_What the task requires_
Reproduce the records below in their entirety, exactly as shown.

= Beginning of Section =

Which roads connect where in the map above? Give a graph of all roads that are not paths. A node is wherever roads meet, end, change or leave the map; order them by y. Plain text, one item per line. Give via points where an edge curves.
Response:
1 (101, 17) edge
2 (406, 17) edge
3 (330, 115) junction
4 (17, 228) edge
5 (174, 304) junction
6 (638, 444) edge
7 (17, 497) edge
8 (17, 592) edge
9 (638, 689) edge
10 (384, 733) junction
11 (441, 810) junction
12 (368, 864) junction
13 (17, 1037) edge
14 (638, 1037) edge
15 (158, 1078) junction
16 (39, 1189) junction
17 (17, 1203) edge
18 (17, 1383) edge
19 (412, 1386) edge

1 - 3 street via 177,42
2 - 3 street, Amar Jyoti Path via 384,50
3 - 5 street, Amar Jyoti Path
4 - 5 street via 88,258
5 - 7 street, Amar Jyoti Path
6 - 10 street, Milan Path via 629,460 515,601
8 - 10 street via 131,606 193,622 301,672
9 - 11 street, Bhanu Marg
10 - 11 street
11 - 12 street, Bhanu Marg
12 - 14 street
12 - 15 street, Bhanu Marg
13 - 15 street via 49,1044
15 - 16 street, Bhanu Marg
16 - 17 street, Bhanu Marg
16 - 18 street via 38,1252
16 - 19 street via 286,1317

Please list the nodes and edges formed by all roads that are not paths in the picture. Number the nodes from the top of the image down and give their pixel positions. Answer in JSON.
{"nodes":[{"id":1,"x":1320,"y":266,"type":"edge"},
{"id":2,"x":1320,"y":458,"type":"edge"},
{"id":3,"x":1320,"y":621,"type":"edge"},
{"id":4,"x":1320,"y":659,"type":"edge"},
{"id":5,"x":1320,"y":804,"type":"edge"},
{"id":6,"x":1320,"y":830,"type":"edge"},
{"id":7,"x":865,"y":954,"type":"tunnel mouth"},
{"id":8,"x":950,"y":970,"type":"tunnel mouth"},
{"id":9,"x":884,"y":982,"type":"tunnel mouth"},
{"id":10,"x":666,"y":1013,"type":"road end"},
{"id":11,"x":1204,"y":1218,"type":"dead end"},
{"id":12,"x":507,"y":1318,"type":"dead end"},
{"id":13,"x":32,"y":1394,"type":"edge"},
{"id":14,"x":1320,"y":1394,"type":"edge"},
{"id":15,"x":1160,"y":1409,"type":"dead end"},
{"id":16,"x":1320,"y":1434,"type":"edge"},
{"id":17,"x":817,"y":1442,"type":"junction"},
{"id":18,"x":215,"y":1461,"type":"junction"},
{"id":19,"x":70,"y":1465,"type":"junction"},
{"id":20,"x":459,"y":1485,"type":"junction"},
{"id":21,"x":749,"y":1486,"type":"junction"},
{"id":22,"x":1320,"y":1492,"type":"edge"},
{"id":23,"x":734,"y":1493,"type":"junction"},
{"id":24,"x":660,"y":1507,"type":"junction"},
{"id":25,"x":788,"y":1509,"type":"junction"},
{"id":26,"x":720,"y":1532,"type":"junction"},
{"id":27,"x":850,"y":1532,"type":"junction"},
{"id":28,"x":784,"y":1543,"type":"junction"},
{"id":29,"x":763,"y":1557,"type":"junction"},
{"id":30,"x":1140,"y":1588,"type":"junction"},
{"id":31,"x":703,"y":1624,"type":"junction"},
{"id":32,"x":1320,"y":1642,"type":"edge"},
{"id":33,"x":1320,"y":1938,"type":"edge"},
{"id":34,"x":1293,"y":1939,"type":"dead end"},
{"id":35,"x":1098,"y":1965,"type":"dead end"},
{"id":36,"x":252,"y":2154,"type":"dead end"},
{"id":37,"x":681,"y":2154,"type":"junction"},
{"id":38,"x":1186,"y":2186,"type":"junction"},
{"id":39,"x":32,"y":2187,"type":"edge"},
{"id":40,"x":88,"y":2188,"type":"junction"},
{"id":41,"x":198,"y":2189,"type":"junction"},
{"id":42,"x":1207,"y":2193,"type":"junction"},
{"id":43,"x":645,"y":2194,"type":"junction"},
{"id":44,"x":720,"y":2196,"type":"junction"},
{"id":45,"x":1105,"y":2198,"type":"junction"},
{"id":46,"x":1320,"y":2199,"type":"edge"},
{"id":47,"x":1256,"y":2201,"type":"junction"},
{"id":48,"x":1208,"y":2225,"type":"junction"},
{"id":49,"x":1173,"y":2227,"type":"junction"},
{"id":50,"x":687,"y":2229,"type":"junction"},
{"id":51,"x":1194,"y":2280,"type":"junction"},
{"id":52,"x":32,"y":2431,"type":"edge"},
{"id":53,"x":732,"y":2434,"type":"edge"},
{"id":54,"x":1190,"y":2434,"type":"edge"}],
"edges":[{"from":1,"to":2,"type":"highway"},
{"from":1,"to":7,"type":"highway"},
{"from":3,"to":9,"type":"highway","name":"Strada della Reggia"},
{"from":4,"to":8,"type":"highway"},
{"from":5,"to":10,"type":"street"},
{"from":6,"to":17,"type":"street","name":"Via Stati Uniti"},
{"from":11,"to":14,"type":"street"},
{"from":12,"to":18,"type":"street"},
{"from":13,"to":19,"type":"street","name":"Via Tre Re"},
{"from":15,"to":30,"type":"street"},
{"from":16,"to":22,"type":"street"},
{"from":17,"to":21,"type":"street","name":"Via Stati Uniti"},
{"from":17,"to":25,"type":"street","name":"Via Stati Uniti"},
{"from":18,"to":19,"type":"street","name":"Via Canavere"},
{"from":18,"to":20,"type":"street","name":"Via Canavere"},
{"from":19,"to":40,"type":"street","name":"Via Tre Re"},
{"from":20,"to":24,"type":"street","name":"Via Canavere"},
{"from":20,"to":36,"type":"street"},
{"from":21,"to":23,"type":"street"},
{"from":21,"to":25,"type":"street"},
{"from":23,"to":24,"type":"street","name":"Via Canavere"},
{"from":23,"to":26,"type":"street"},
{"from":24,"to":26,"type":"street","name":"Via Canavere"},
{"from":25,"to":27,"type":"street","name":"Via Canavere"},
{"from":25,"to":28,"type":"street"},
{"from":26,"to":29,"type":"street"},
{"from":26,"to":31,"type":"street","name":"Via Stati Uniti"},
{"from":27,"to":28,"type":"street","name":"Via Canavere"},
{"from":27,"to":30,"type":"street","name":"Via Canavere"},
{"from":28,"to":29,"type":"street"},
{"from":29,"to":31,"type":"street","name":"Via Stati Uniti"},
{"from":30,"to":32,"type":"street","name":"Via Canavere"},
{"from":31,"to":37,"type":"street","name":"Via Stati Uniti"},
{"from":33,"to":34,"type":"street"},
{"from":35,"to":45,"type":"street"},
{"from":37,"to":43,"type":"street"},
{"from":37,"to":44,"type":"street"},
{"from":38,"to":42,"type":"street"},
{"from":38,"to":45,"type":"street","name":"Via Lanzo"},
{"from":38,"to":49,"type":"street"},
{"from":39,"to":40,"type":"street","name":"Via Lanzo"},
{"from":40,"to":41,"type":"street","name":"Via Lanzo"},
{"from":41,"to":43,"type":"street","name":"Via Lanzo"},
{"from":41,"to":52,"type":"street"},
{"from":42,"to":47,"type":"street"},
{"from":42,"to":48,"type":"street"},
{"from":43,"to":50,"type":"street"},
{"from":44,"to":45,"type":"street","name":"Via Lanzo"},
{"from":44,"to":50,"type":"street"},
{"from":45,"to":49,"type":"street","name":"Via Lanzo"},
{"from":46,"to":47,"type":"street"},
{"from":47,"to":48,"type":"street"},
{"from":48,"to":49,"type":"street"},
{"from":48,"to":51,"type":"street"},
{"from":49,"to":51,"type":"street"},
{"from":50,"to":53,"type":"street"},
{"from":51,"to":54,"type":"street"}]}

= End of Section =

_Your response_
Which roads connect where in the map above? Give a graph of all roads that are not paths. A node is wherever roads meet, end, change or leave the map; order them by y. Plain text, one item per line. Give via points where an edge curves.
Response:
1 (101, 17) edge
2 (406, 17) edge
3 (330, 115) junction
4 (17, 228) edge
5 (174, 304) junction
6 (638, 444) edge
7 (17, 497) edge
8 (17, 592) edge
9 (638, 689) edge
10 (384, 733) junction
11 (441, 810) junction
12 (368, 864) junction
13 (17, 1037) edge
14 (638, 1037) edge
15 (158, 1078) junction
16 (39, 1189) junction
17 (17, 1203) edge
18 (17, 1383) edge
19 (412, 1386) edge

1 - 3 street via 177,42
2 - 3 street, Amar Jyoti Path via 384,50
3 - 5 street, Amar Jyoti Path
4 - 5 street via 88,258
5 - 7 street, Amar Jyoti Path
6 - 10 street, Milan Path via 629,460 515,601
8 - 10 street via 131,606 193,622 301,672
9 - 11 street, Bhanu Marg
10 - 11 street
11 - 12 street, Bhanu Marg
12 - 14 street
12 - 15 street, Bhanu Marg
13 - 15 street via 49,1044
15 - 16 street, Bhanu Marg
16 - 17 street, Bhanu Marg
16 - 18 street via 38,1252
16 - 19 street via 286,1317

Please list the nodes and edges formed by all roads that are not paths in the picture. Number the nodes from the top of the image down and give their pixel positions. Answer in JSON.
{"nodes":[{"id":1,"x":1320,"y":266,"type":"edge"},
{"id":2,"x":1320,"y":458,"type":"edge"},
{"id":3,"x":1320,"y":621,"type":"edge"},
{"id":4,"x":1320,"y":659,"type":"edge"},
{"id":5,"x":1320,"y":804,"type":"edge"},
{"id":6,"x":1320,"y":830,"type":"edge"},
{"id":7,"x":865,"y":954,"type":"tunnel mouth"},
{"id":8,"x":950,"y":970,"type":"tunnel mouth"},
{"id":9,"x":884,"y":982,"type":"tunnel mouth"},
{"id":10,"x":666,"y":1013,"type":"road end"},
{"id":11,"x":1204,"y":1218,"type":"dead end"},
{"id":12,"x":507,"y":1318,"type":"dead end"},
{"id":13,"x":32,"y":1394,"type":"edge"},
{"id":14,"x":1320,"y":1394,"type":"edge"},
{"id":15,"x":1160,"y":1409,"type":"dead end"},
{"id":16,"x":1320,"y":1434,"type":"edge"},
{"id":17,"x":817,"y":1442,"type":"junction"},
{"id":18,"x":215,"y":1461,"type":"junction"},
{"id":19,"x":70,"y":1465,"type":"junction"},
{"id":20,"x":459,"y":1485,"type":"junction"},
{"id":21,"x":749,"y":1486,"type":"junction"},
{"id":22,"x":1320,"y":1492,"type":"edge"},
{"id":23,"x":734,"y":1493,"type":"junction"},
{"id":24,"x":660,"y":1507,"type":"junction"},
{"id":25,"x":788,"y":1509,"type":"junction"},
{"id":26,"x":720,"y":1532,"type":"junction"},
{"id":27,"x":850,"y":1532,"type":"junction"},
{"id":28,"x":784,"y":1543,"type":"junction"},
{"id":29,"x":763,"y":1557,"type":"junction"},
{"id":30,"x":1140,"y":1588,"type":"junction"},
{"id":31,"x":703,"y":1624,"type":"junction"},
{"id":32,"x":1320,"y":1642,"type":"edge"},
{"id":33,"x":1320,"y":1938,"type":"edge"},
{"id":34,"x":1293,"y":1939,"type":"dead end"},
{"id":35,"x":1098,"y":1965,"type":"dead end"},
{"id":36,"x":252,"y":2154,"type":"dead end"},
{"id":37,"x":681,"y":2154,"type":"junction"},
{"id":38,"x":1186,"y":2186,"type":"junction"},
{"id":39,"x":32,"y":2187,"type":"edge"},
{"id":40,"x":88,"y":2188,"type":"junction"},
{"id":41,"x":198,"y":2189,"type":"junction"},
{"id":42,"x":1207,"y":2193,"type":"junction"},
{"id":43,"x":645,"y":2194,"type":"junction"},
{"id":44,"x":720,"y":2196,"type":"junction"},
{"id":45,"x":1105,"y":2198,"type":"junction"},
{"id":46,"x":1320,"y":2199,"type":"edge"},
{"id":47,"x":1256,"y":2201,"type":"junction"},
{"id":48,"x":1208,"y":2225,"type":"junction"},
{"id":49,"x":1173,"y":2227,"type":"junction"},
{"id":50,"x":687,"y":2229,"type":"junction"},
{"id":51,"x":1194,"y":2280,"type":"junction"},
{"id":52,"x":32,"y":2431,"type":"edge"},
{"id":53,"x":732,"y":2434,"type":"edge"},
{"id":54,"x":1190,"y":2434,"type":"edge"}],
"edges":[{"from":1,"to":2,"type":"highway"},
{"from":1,"to":7,"type":"highway"},
{"from":3,"to":9,"type":"highway","name":"Strada della Reggia"},
{"from":4,"to":8,"type":"highway"},
{"from":5,"to":10,"type":"street"},
{"from":6,"to":17,"type":"street","name":"Via Stati Uniti"},
{"from":11,"to":14,"type":"street"},
{"from":12,"to":18,"type":"street"},
{"from":13,"to":19,"type":"street","name":"Via Tre Re"},
{"from":15,"to":30,"type":"street"},
{"from":16,"to":22,"type":"street"},
{"from":17,"to":21,"type":"street","name":"Via Stati Uniti"},
{"from":17,"to":25,"type":"street","name":"Via Stati Uniti"},
{"from":18,"to":19,"type":"street","name":"Via Canavere"},
{"from":18,"to":20,"type":"street","name":"Via Canavere"},
{"from":19,"to":40,"type":"street","name":"Via Tre Re"},
{"from":20,"to":24,"type":"street","name":"Via Canavere"},
{"from":20,"to":36,"type":"street"},
{"from":21,"to":23,"type":"street"},
{"from":21,"to":25,"type":"street"},
{"from":23,"to":24,"type":"street","name":"Via Canavere"},
{"from":23,"to":26,"type":"street"},
{"from":24,"to":26,"type":"street","name":"Via Canavere"},
{"from":25,"to":27,"type":"street","name":"Via Canavere"},
{"from":25,"to":28,"type":"street"},
{"from":26,"to":29,"type":"street"},
{"from":26,"to":31,"type":"street","name":"Via Stati Uniti"},
{"from":27,"to":28,"type":"street","name":"Via Canavere"},
{"from":27,"to":30,"type":"street","name":"Via Canavere"},
{"from":28,"to":29,"type":"street"},
{"from":29,"to":31,"type":"street","name":"Via Stati Uniti"},
{"from":30,"to":32,"type":"street","name":"Via Canavere"},
{"from":31,"to":37,"type":"street","name":"Via Stati Uniti"},
{"from":33,"to":34,"type":"street"},
{"from":35,"to":45,"type":"street"},
{"from":37,"to":43,"type":"street"},
{"from":37,"to":44,"type":"street"},
{"from":38,"to":42,"type":"street"},
{"from":38,"to":45,"type":"street","name":"Via Lanzo"},
{"from":38,"to":49,"type":"street"},
{"from":39,"to":40,"type":"street","name":"Via Lanzo"},
{"from":40,"to":41,"type":"street","name":"Via Lanzo"},
{"from":41,"to":43,"type":"street","name":"Via Lanzo"},
{"from":41,"to":52,"type":"street"},
{"from":42,"to":47,"type":"street"},
{"from":42,"to":48,"type":"street"},
{"from":43,"to":50,"type":"street"},
{"from":44,"to":45,"type":"street","name":"Via Lanzo"},
{"from":44,"to":50,"type":"street"},
{"from":45,"to":49,"type":"street","name":"Via Lanzo"},
{"from":46,"to":47,"type":"street"},
{"from":47,"to":48,"type":"street"},
{"from":48,"to":49,"type":"street"},
{"from":48,"to":51,"type":"street"},
{"from":49,"to":51,"type":"street"},
{"from":50,"to":53,"type":"street"},
{"from":51,"to":54,"type":"street"}]}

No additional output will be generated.